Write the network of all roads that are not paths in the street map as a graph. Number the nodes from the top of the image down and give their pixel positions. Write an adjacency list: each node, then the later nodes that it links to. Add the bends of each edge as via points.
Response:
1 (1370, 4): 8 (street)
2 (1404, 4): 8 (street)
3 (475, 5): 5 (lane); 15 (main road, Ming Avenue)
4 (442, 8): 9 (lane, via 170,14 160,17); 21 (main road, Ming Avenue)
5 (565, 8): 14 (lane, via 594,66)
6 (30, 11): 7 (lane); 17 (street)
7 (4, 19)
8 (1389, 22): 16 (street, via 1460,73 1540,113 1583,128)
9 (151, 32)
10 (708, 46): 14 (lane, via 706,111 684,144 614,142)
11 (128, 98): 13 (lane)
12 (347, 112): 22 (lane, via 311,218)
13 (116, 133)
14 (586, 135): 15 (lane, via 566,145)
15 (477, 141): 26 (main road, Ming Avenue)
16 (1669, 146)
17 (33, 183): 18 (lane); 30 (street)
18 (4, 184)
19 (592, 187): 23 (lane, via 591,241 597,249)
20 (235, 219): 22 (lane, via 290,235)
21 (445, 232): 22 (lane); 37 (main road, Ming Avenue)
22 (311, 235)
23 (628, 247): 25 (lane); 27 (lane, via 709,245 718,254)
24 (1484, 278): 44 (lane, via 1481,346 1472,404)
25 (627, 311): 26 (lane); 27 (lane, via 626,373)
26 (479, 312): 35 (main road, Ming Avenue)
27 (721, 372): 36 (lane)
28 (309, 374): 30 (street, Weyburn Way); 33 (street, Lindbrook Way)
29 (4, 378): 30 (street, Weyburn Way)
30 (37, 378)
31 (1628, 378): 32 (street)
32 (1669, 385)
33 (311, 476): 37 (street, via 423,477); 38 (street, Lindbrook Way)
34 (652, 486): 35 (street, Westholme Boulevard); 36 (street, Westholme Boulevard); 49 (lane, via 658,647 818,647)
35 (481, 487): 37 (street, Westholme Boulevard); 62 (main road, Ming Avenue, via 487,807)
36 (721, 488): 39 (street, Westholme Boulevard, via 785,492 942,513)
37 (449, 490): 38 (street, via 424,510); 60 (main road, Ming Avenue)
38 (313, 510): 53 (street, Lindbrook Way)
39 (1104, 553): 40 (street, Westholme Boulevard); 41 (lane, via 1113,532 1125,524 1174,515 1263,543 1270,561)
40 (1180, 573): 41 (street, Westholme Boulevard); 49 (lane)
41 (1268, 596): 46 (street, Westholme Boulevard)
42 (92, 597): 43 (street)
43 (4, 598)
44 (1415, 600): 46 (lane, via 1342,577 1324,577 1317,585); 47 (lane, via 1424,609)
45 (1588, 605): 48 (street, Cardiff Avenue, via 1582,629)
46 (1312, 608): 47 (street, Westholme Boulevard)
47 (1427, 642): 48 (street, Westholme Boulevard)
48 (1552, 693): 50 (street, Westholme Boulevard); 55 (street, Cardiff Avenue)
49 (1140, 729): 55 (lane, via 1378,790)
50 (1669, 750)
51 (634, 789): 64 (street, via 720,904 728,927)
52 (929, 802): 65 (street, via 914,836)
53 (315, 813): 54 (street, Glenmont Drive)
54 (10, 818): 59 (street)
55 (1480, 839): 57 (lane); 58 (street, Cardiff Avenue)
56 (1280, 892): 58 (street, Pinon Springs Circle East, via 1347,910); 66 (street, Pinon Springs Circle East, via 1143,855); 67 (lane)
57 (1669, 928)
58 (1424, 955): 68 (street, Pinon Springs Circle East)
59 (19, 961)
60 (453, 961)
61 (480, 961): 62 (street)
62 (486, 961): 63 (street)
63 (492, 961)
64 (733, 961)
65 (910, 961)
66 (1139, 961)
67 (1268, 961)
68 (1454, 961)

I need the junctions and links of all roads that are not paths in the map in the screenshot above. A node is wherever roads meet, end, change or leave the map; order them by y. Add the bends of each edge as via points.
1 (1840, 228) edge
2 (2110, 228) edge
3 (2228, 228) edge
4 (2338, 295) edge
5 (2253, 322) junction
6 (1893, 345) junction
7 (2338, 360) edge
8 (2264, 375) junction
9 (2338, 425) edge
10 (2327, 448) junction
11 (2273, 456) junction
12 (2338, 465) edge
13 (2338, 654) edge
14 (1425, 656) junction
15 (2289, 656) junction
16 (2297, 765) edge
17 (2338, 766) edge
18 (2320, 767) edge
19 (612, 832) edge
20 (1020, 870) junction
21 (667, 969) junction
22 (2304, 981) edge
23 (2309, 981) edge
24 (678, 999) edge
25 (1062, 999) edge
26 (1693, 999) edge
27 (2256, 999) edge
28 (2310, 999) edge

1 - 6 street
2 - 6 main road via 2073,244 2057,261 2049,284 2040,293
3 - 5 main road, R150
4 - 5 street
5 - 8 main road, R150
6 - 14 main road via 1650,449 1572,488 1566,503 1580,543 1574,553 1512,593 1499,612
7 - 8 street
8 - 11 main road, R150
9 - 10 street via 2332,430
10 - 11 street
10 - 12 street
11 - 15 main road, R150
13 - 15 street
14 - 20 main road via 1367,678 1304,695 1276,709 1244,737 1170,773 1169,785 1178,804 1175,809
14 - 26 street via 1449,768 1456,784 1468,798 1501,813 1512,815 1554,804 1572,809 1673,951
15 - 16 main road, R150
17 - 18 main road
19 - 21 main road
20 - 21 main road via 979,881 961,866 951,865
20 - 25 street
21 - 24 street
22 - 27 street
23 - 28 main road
—————
> **Assigned task**
Print the material in full. Keep it exactly as it is.

> **Result below**
Write the network of all roads that are not paths in the street map as a graph. Number the nodes from the top of the image down and give their pixel positions. Write an adjacency list: each node, then the later nodes that it links to. Add the bends of each edge as via points.
Response:
1 (1370, 4): 8 (street)
2 (1404, 4): 8 (street)
3 (475, 5): 5 (lane); 15 (main road, Ming Avenue)
4 (442, 8): 9 (lane, via 170,14 160,17); 21 (main road, Ming Avenue)
5 (565, 8): 14 (lane, via 594,66)
6 (30, 11): 7 (lane); 17 (street)
7 (4, 19)
8 (1389, 22): 16 (street, via 1460,73 1540,113 1583,128)
9 (151, 32)
10 (708, 46): 14 (lane, via 706,111 684,144 614,142)
11 (128, 98): 13 (lane)
12 (347, 112): 22 (lane, via 311,218)
13 (116, 133)
14 (586, 135): 15 (lane, via 566,145)
15 (477, 141): 26 (main road, Ming Avenue)
16 (1669, 146)
17 (33, 183): 18 (lane); 30 (street)
18 (4, 184)
19 (592, 187): 23 (lane, via 591,241 597,249)
20 (235, 219): 22 (lane, via 290,235)
21 (445, 232): 22 (lane); 37 (main road, Ming Avenue)
22 (311, 235)
23 (628, 247): 25 (lane); 27 (lane, via 709,245 718,254)
24 (1484, 278): 44 (lane, via 1481,346 1472,404)
25 (627, 311): 26 (lane); 27 (lane, via 626,373)
26 (479, 312): 35 (main road, Ming Avenue)
27 (721, 372): 36 (lane)
28 (309, 374): 30 (street, Weyburn Way); 33 (street, Lindbrook Way)
29 (4, 378): 30 (street, Weyburn Way)
30 (37, 378)
31 (1628, 378): 32 (street)
32 (1669, 385)
33 (311, 476): 37 (street, via 423,477); 38 (street, Lindbrook Way)
34 (652, 486): 35 (street, Westholme Boulevard); 36 (street, Westholme Boulevard); 49 (lane, via 658,647 818,647)
35 (481, 487): 37 (street, Westholme Boulevard); 62 (main road, Ming Avenue, via 487,807)
36 (721, 488): 39 (street, Westholme Boulevard, via 785,492 942,513)
37 (449, 490): 38 (street, via 424,510); 60 (main road, Ming Avenue)
38 (313, 510): 53 (street, Lindbrook Way)
39 (1104, 553): 40 (street, Westholme Boulevard); 41 (lane, via 1113,532 1125,524 1174,515 1263,543 1270,561)
40 (1180, 573): 41 (street, Westholme Boulevard); 49 (lane)
41 (1268, 596): 46 (street, Westholme Boulevard)
42 (92, 597): 43 (street)
43 (4, 598)
44 (1415, 600): 46 (lane, via 1342,577 1324,577 1317,585); 47 (lane, via 1424,609)
45 (1588, 605): 48 (street, Cardiff Avenue, via 1582,629)
46 (1312, 608): 47 (street, Westholme Boulevard)
47 (1427, 642): 48 (street, Westholme Boulevard)
48 (1552, 693): 50 (street, Westholme Boulevard); 55 (street, Cardiff Avenue)
49 (1140, 729): 55 (lane, via 1378,790)
50 (1669, 750)
51 (634, 789): 64 (street, via 720,904 728,927)
52 (929, 802): 65 (street, via 914,836)
53 (315, 813): 54 (street, Glenmont Drive)
54 (10, 818): 59 (street)
55 (1480, 839): 57 (lane); 58 (street, Cardiff Avenue)
56 (1280, 892): 58 (street, Pinon Springs Circle East, via 1347,910); 66 (street, Pinon Springs Circle East, via 1143,855); 67 (lane)
57 (1669, 928)
58 (1424, 955): 68 (street, Pinon Springs Circle East)
59 (19, 961)
60 (453, 961)
61 (480, 961): 62 (street)
62 (486, 961): 63 (street)
63 (492, 961)
64 (733, 961)
65 (910, 961)
66 (1139, 961)
67 (1268, 961)
68 (1454, 961)

I need the junctions and links of all roads that are not paths in the map in the screenshot above. A node is wherever roads meet, end, change or leave the map; order them by y. Add the bends of each edge as via points.
1 (1840, 228) edge
2 (2110, 228) edge
3 (2228, 228) edge
4 (2338, 295) edge
5 (2253, 322) junction
6 (1893, 345) junction
7 (2338, 360) edge
8 (2264, 375) junction
9 (2338, 425) edge
10 (2327, 448) junction
11 (2273, 456) junction
12 (2338, 465) edge
13 (2338, 654) edge
14 (1425, 656) junction
15 (2289, 656) junction
16 (2297, 765) edge
17 (2338, 766) edge
18 (2320, 767) edge
19 (612, 832) edge
20 (1020, 870) junction
21 (667, 969) junction
22 (2304, 981) edge
23 (2309, 981) edge
24 (678, 999) edge
25 (1062, 999) edge
26 (1693, 999) edge
27 (2256, 999) edge
28 (2310, 999) edge

1 - 6 street
2 - 6 main road via 2073,244 2057,261 2049,284 2040,293
3 - 5 main road, R150
4 - 5 street
5 - 8 main road, R150
6 - 14 main road via 1650,449 1572,488 1566,503 1580,543 1574,553 1512,593 1499,612
7 - 8 street
8 - 11 main road, R150
9 - 10 street via 2332,430
10 - 11 street
10 - 12 street
11 - 15 main road, R150
13 - 15 street
14 - 20 main road via 1367,678 1304,695 1276,709 1244,737 1170,773 1169,785 1178,804 1175,809
14 - 26 street via 1449,768 1456,784 1468,798 1501,813 1512,815 1554,804 1572,809 1673,951
15 - 16 main road, R150
17 - 18 main road
19 - 21 main road
20 - 21 main road via 979,881 961,866 951,865
20 - 25 street
21 - 24 street
22 - 27 street
23 - 28 main road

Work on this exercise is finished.